Rock of all ages
Sarah Standing rediscovers her lifelong love of Cornwall Like Rebecca, I too dream of going to Manderley again. Cornwall has a strange hold over me; never failing to produce a kneejerk reaction of nostalgic yearning. It makes me yearn not only for my own youth but also for that belonging to my three children.
For six glorious summers when they were young we decamped to Fowey, staying next to Quiller-Couch's house and overlooking the harbour.
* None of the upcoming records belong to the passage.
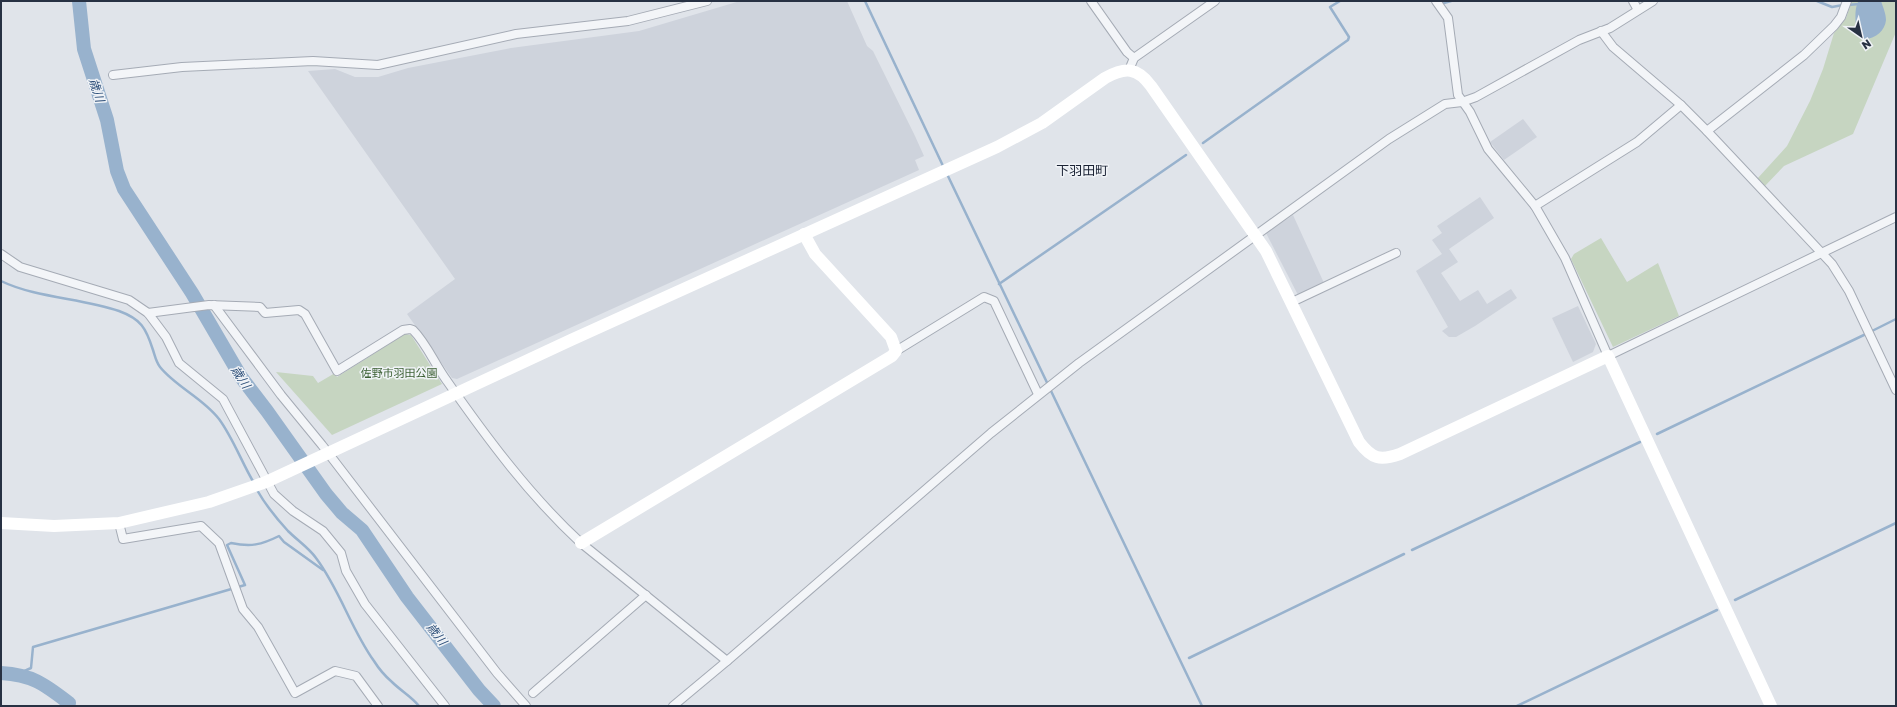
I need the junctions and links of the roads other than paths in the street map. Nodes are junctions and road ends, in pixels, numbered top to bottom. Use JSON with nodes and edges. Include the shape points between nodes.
{"nodes":[{"id":1,"x":707,"y":1,"type":"edge"},
{"id":2,"x":1090,"y":1,"type":"edge"},
{"id":3,"x":1215,"y":1,"type":"edge"},
{"id":4,"x":1436,"y":1,"type":"edge"},
{"id":5,"x":1633,"y":1,"type":"edge"},
{"id":6,"x":1653,"y":1,"type":"edge"},
{"id":7,"x":1847,"y":1,"type":"edge"},
{"id":8,"x":1638,"y":10,"type":"junction"},
{"id":9,"x":1601,"y":31,"type":"junction"},
{"id":10,"x":1134,"y":58,"type":"junction"},
{"id":11,"x":1129,"y":70,"type":"junction"},
{"id":12,"x":113,"y":75,"type":"dead end"},
{"id":13,"x":1462,"y":102,"type":"junction"},
{"id":14,"x":1681,"y":105,"type":"junction"},
{"id":15,"x":1707,"y":131,"type":"junction"},
{"id":16,"x":1535,"y":206,"type":"junction"},
{"id":17,"x":1896,"y":217,"type":"edge"},
{"id":18,"x":804,"y":234,"type":"junction"},
{"id":19,"x":1256,"y":235,"type":"junction"},
{"id":20,"x":1821,"y":252,"type":"junction"},
{"id":21,"x":1396,"y":253,"type":"dead end"},
{"id":22,"x":1,"y":254,"type":"edge"},
{"id":23,"x":1292,"y":302,"type":"junction"},
{"id":24,"x":211,"y":305,"type":"junction"},
{"id":25,"x":148,"y":313,"type":"junction"},
{"id":26,"x":896,"y":351,"type":"junction"},
{"id":27,"x":1608,"y":356,"type":"junction"},
{"id":28,"x":1896,"y":390,"type":"edge"},
{"id":29,"x":1041,"y":392,"type":"junction"},
{"id":30,"x":457,"y":394,"type":"junction"},
{"id":31,"x":326,"y":454,"type":"junction"},
{"id":32,"x":268,"y":481,"type":"junction"},
{"id":33,"x":1,"y":523,"type":"edge"},
{"id":34,"x":119,"y":523,"type":"junction"},
{"id":35,"x":581,"y":543,"type":"junction"},
{"id":36,"x":646,"y":595,"type":"junction"},
{"id":37,"x":727,"y":661,"type":"junction"},
{"id":38,"x":533,"y":693,"type":"dead end"},
{"id":39,"x":442,"y":704,"type":"edge"},
{"id":40,"x":378,"y":706,"type":"edge"},
{"id":41,"x":526,"y":706,"type":"edge"},
{"id":42,"x":673,"y":706,"type":"edge"},
{"id":43,"x":1771,"y":706,"type":"edge"}],
"edges":[{"from":1,"to":12,"type":"street","via":[[628,21],[516,34],[378,65],[313,61],[182,66]]},
{"from":2,"to":10,"type":"street"},
{"from":3,"to":10,"type":"street"},
{"from":4,"to":13,"type":"street","via":[[1448,18],[1457,89]]},
{"from":5,"to":8,"type":"street"},
{"from":6,"to":8,"type":"street"},
{"from":7,"to":15,"type":"street","via":[[1837,22],[1804,55]]},
{"from":8,"to":9,"type":"street"},
{"from":9,"to":13,"type":"street"},
{"from":9,"to":14,"type":"street","via":[[1613,47]]},
{"from":10,"to":11,"type":"street"},
{"from":11,"to":18,"type":"street","via":[[1105,78],[1033,128]]},
{"from":11,"to":19,"type":"street","via":[[1137,72],[1151,86]]},
{"from":13,"to":16,"type":"street","via":[[1470,112],[1488,149]]},
{"from":13,"to":19,"type":"street","via":[[1445,104],[1389,140]]},
{"from":14,"to":15,"type":"street"},
{"from":14,"to":16,"type":"street","via":[[1637,142]]},
{"from":15,"to":20,"type":"street"},
{"from":16,"to":27,"type":"street","via":[[1565,258]]},
{"from":17,"to":20,"type":"street"},
{"from":18,"to":26,"type":"street","via":[[815,254],[891,337]]},
{"from":18,"to":30,"type":"street"},
{"from":19,"to":23,"type":"street"},
{"from":19,"to":29,"type":"street"},
{"from":20,"to":27,"type":"street"},
{"from":20,"to":28,"type":"street","via":[[1844,282]]},
{"from":21,"to":23,"type":"street"},
{"from":22,"to":25,"type":"street","via":[[20,267],[129,300]]},
{"from":23,"to":27,"type":"street","via":[[1359,442],[1374,458],[1387,459],[1400,454]]},
{"from":24,"to":25,"type":"street"},
{"from":24,"to":30,"type":"street","via":[[260,307],[265,313],[299,310],[305,314],[338,370],[403,330],[410,329],[415,332]]},
{"from":24,"to":31,"type":"street"},
{"from":25,"to":32,"type":"street","via":[[166,337],[179,363],[223,399]]},
{"from":26,"to":29,"type":"street","via":[[984,297],[994,301]]},
{"from":26,"to":35,"type":"street","via":[[886,360]]},
{"from":27,"to":43,"type":"street"},
{"from":29,"to":37,"type":"street"},
{"from":30,"to":31,"type":"street"},
{"from":30,"to":35,"type":"street","via":[[514,471],[560,524]]},
{"from":31,"to":32,"type":"street"},
{"from":31,"to":41,"type":"street","via":[[497,673]]},
{"from":32,"to":34,"type":"street","via":[[209,502]]},
{"from":32,"to":39,"type":"street","via":[[274,494],[323,531],[341,553],[346,571],[365,604]]},
{"from":33,"to":34,"type":"street","via":[[54,526]]},
{"from":34,"to":40,"type":"street","via":[[123,539],[201,526],[218,543],[243,609],[258,626],[296,693],[335,671],[356,676]]},
{"from":35,"to":36,"type":"street"},
{"from":36,"to":37,"type":"street"},
{"from":36,"to":38,"type":"street"},
{"from":37,"to":42,"type":"street"}]}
We had proper oldfashioned bucket-and-spade holidays, some full of sunshine, rock-pooling and sandy picnics and some best remembered for drizzly, misty mornings with damp excursions to visit the hauntingly romantic Lost Gardens of Heligan, the Eden Project and Dobwell's rinky-dink theme park. We'd meticulously plan the mass exodus from London at the crack of dawn, the car bursting with luggage, duvets, pillows, toys and snacks; the children playing I Spy and wrangling over who got to hold Jim the hamster. The journey was always hellish. Whenever we got stuck in traffic (which was quite often) and the kids were moaning about the length of the journey and arguing and spilling drinks and relentlessly needing the loo, my husband would suddenly make an announcement. He would tell me that if I ever, ever, contemplated adding a dog to this toxic equation (a dog which for some reason he cast as having halitosis, dribbling over his shoulder and panting while he was stuck on a b-road), he would leave me. But then we would catch our first breathtaking glimpse of the sea and miraculously the kids would stop grizzling and we would both stop bickering about phantom dogs, and would wind down all the windows and let in the happy, salty smells of summer.
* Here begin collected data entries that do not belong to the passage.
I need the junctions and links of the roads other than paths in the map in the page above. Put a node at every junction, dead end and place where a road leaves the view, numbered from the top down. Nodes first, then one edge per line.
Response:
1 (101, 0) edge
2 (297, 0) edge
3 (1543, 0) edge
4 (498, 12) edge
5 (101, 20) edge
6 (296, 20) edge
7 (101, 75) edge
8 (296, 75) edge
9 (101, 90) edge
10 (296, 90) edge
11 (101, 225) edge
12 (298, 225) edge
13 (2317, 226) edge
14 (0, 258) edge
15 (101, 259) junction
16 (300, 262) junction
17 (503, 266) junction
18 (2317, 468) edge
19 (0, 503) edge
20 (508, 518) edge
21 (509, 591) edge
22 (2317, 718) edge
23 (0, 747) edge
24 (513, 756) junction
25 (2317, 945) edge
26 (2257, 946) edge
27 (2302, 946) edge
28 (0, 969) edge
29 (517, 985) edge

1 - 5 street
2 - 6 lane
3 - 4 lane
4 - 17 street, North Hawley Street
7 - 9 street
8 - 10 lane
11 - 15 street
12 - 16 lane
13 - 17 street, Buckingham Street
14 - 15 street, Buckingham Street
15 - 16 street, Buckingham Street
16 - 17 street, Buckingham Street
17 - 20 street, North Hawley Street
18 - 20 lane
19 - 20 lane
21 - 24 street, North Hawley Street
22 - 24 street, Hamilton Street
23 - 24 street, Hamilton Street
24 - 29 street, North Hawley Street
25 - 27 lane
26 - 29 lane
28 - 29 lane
I've always loved Cornwall. Even when our children grew older and overnight deemed Cornwall 'lame' and 'sad', I still loved it from afar. No other foreign holiday had quite the same innocent, Swallows and Amazons charm as that of the Cornish coast. Poor, hapless Cornwall got given a mini-reprieve once the kids hit their early teens and relocated their affections across the coast from Fowey towards Rock. Rock was basically Notting Hill-by-the-Sea. Rock was cool. But only if you were without your family, staying with friends. To go with your own family was apparently social suicide; even lamer and sadder than staying at home. Rock aged 15 and 16 was not about sea and sand and sunshine — it was all about snogging on Daymar beach, which at night was a teenage Nirvana. Very dark, very chilly and (from a mother's point of view at least) the veritable gateway to glandular fever.
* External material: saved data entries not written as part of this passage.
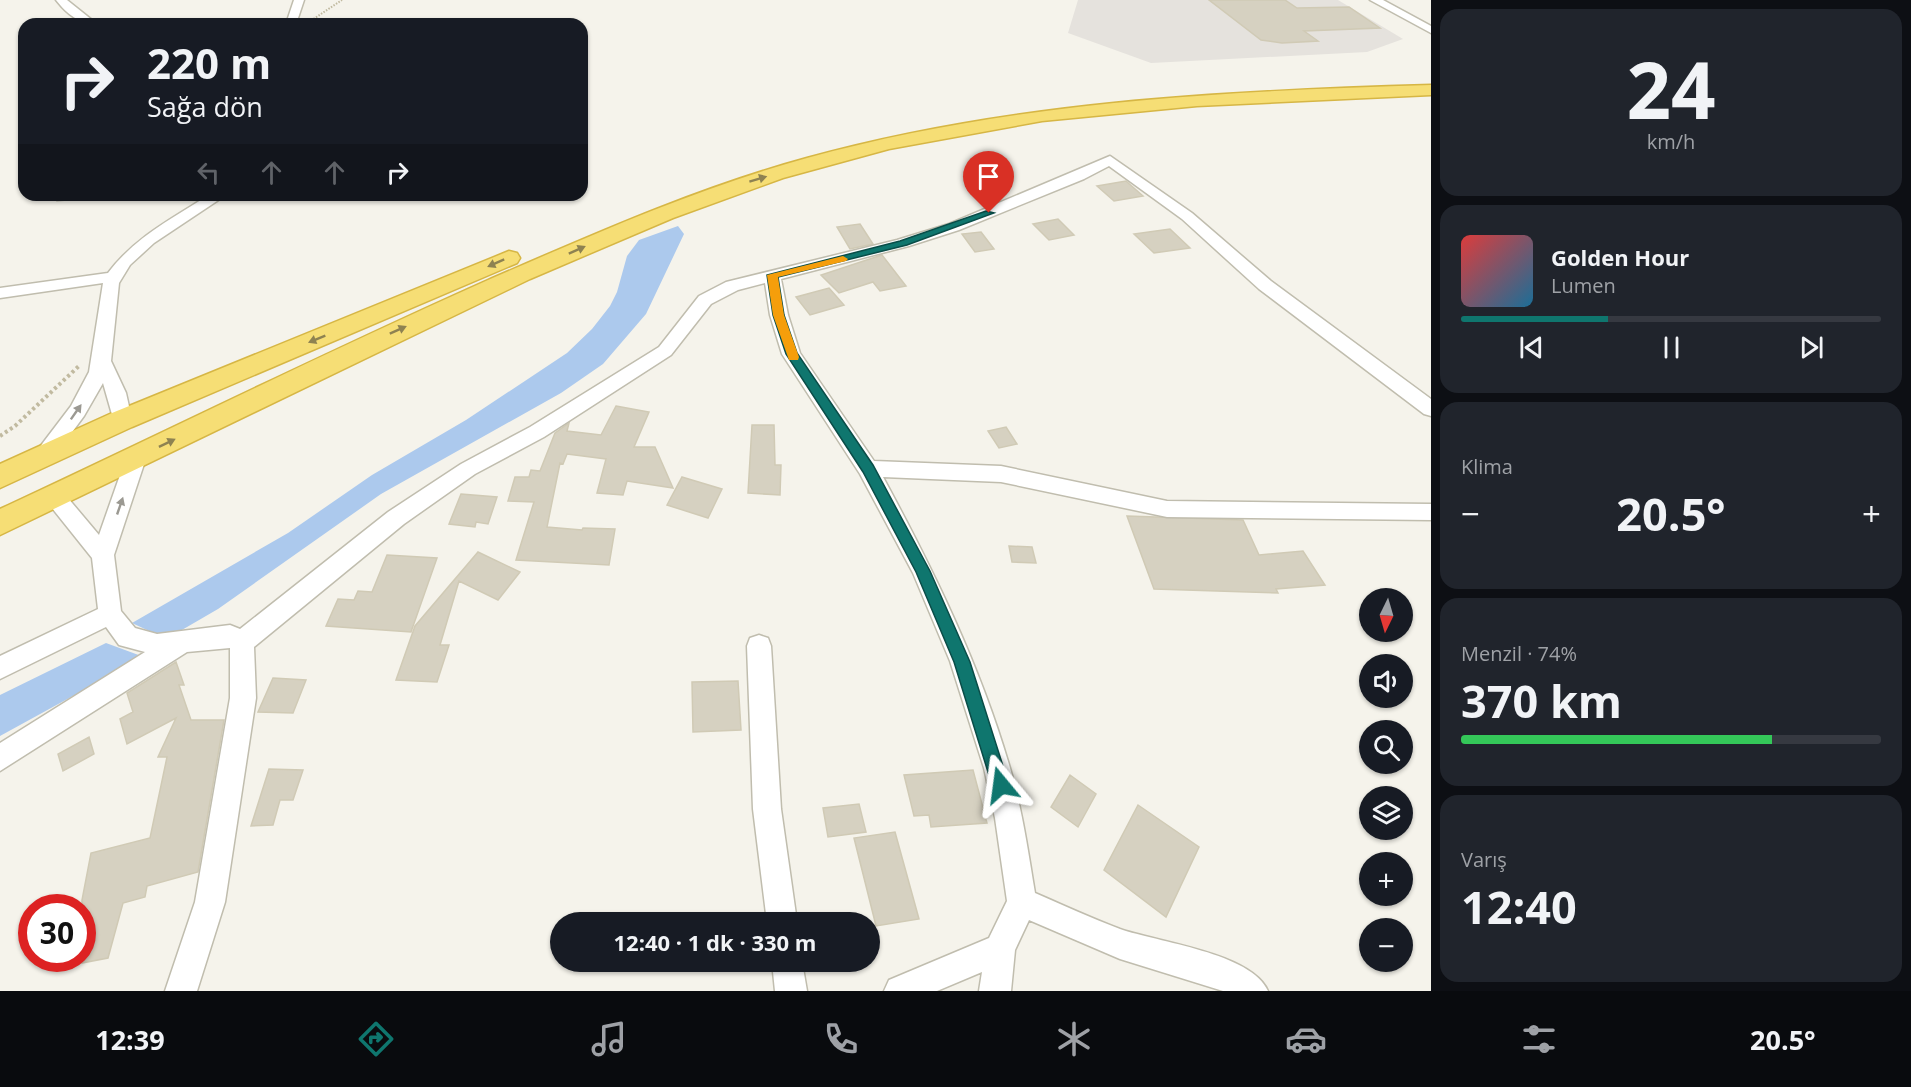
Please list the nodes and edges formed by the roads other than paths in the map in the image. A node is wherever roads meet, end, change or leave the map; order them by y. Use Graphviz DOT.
graph roads {
  1 [pos="61,0"];
  2 [pos="299,0"];
  3 [pos="1376,0"];
  4 [pos="1396,4"];
  5 [pos="82,18"];
  6 [pos="293,18"];
  7 [pos="1431,30"];
  8 [pos="1431,71"];
  9 [pos="1431,90"];
  10 [pos="209,201"];
  11 [pos="772,275"];
  12 [pos="113,277"];
  13 [pos="0,293"];
  14 [pos="102,354"];
  15 [pos="1431,409"];
  16 [pos="122,420"];
  17 [pos="43,457"];
  18 [pos="136,458"];
  19 [pos="868,469"];
  20 [pos="0,477"];
  21 [pos="55,496"];
  22 [pos="1431,512"];
  23 [pos="0,522"];
  24 [pos="103,555"];
  25 [pos="110,614"];
  26 [pos="183,641"];
  27 [pos="242,642"];
  28 [pos="759,646"];
  29 [pos="0,668"];
  30 [pos="0,758"];
  31 [pos="1022,902"];
  32 [pos="781,912"];
  33 [pos="1000,949"];
  34 [pos="788,972"];
  35 [pos="181,991"];
  36 [pos="791,991"];
  37 [pos="900,991"];
  38 [pos="995,991"];
  39 [pos="1252,991"];
  1 -- 5 [label="street"];
  2 -- 6 [label="street"];
  3 -- 4 [label="street"];
  4 -- 7 [label="street"];
  8 -- 16 [label="highway, one-way"];
  18 -- 9 [label="highway, one-way"];
  10 -- 12 [label="street"];
  11 -- 15 [label="street"];
  11 -- 19 [label="street"];
  11 -- 27 [label="street"];
  12 -- 13 [label="street"];
  12 -- 14 [label="street"];
  14 -- 16 [label="street"];
  17 -- 14 [label="street, one-way"];
  16 -- 17 [label="highway"];
  16 -- 18 [label="highway"];
  17 -- 20 [label="highway"];
  17 -- 21 [label="highway"];
  18 -- 21 [label="highway"];
  24 -- 18 [label="street, one-way"];
  19 -- 22 [label="street"];
  19 -- 31 [label="street"];
  21 -- 23 [label="highway"];
  21 -- 24 [label="street"];
  24 -- 25 [label="street"];
  25 -- 26 [label="street"];
  25 -- 29 [label="street"];
  26 -- 27 [label="street"];
  26 -- 30 [label="street"];
  27 -- 35 [label="street"];
  28 -- 32 [label="street"];
  31 -- 33 [label="street"];
  31 -- 39 [label="street"];
  33 -- 37 [label="street"];
  33 -- 38 [label="street"];
  34 -- 36 [label="street"];
}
I wasn't sure I could ever return to Cornwall without my children in tow — really lame and sad of me — but I fretted it wouldn't be the same, and worried that my evocative memories would somehow lose their poignancy if I went back childless. My anxiety was misplaced. Recently cajoled into a long weekend break with four girlfriends, staying in a renovated 18th-century barn on the north coast, the moment the train chugged out of Plymouth and I saw the sea my spirits soared. Mesmear was no ordinary seaside rental. A stone-and-slate farmhouse near Polzeath that sleeps ten, it has been meticulously and stylishly restored. It's a bit like staying in your very own boutique hotel — sensational bathrooms, lofty living areas, state-of-the-art electronics, sleek swimming pool and most importantly: Lucy. Lucy is a cheerful, unobtrusive temptress who comes in every day and cooks delicious, locally sourced food as and when you want it. The fridge is full, candles lit, wine chilled, espresso machine fired up and a freshly baked cake left for tea. This is a Toastas opposed to Boden-catalogue lifestyle. Ecofriendly with wood-burning stoves, solar-heated pool and underground water springs, the interior is modern, comfortable and almost incongruously luxurious.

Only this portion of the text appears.